Mutations associated with neutropenia in dogs and humans disrupt intracellular transport of neutrophil elastase

Abstract

Cyclic hematopoiesis is a stem cell disease in which the number of neutrophils and other blood cells oscillates in weekly phases. Autosomal dominant mutations of ELA2, encoding the protease neutrophil elastase¹, found in lysosome-like granules, cause cyclic hematopoiesis² and most cases of the pre-leukemic disorder severe congenital neutropenia (SCN; ref. 3) in humans. Over 20 different mutations of neutrophil elastase have been identified, but their consequences are elusive, because they confer no consistent effects on enzymatic activity⁴. The similar autosomal recessive disease of dogs, canine cyclic hematopoiesis⁵, is not caused by mutations in ELA2 (data not shown). Here we show that homozygous mutation of the gene encoding the dog adaptor protein complex 3 (AP3) β-subunit, directing trans-Golgi export of transmembrane cargo proteins to lysosomes, causes canine cyclic hematopoiesis.
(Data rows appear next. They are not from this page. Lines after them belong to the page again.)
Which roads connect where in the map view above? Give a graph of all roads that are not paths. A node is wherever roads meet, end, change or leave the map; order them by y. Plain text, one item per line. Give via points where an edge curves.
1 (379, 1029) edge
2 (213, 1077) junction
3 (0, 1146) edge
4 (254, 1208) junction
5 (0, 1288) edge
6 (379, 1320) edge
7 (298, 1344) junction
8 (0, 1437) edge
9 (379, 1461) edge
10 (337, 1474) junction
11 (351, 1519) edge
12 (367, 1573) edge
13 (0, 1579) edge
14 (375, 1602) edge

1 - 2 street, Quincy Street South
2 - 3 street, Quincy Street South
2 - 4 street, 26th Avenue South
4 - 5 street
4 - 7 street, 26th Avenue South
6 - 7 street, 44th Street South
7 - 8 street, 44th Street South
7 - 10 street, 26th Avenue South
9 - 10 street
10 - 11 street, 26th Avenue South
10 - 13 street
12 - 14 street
C-terminal processing of neutrophil elastase exposes an AP3 interaction signal responsible for redirecting neutrophil elastase trafficking from membranes to granules. Disruption of either neutrophil elastase or AP3 perturbs the intracellular trafficking of neutrophil elastase. Most mutations in ELA2 that cause human cyclic hematopoiesis prevent membrane localization of neutrophil elastase, whereas most mutations in ELA2 that cause SCN lead to exclusive membrane localization.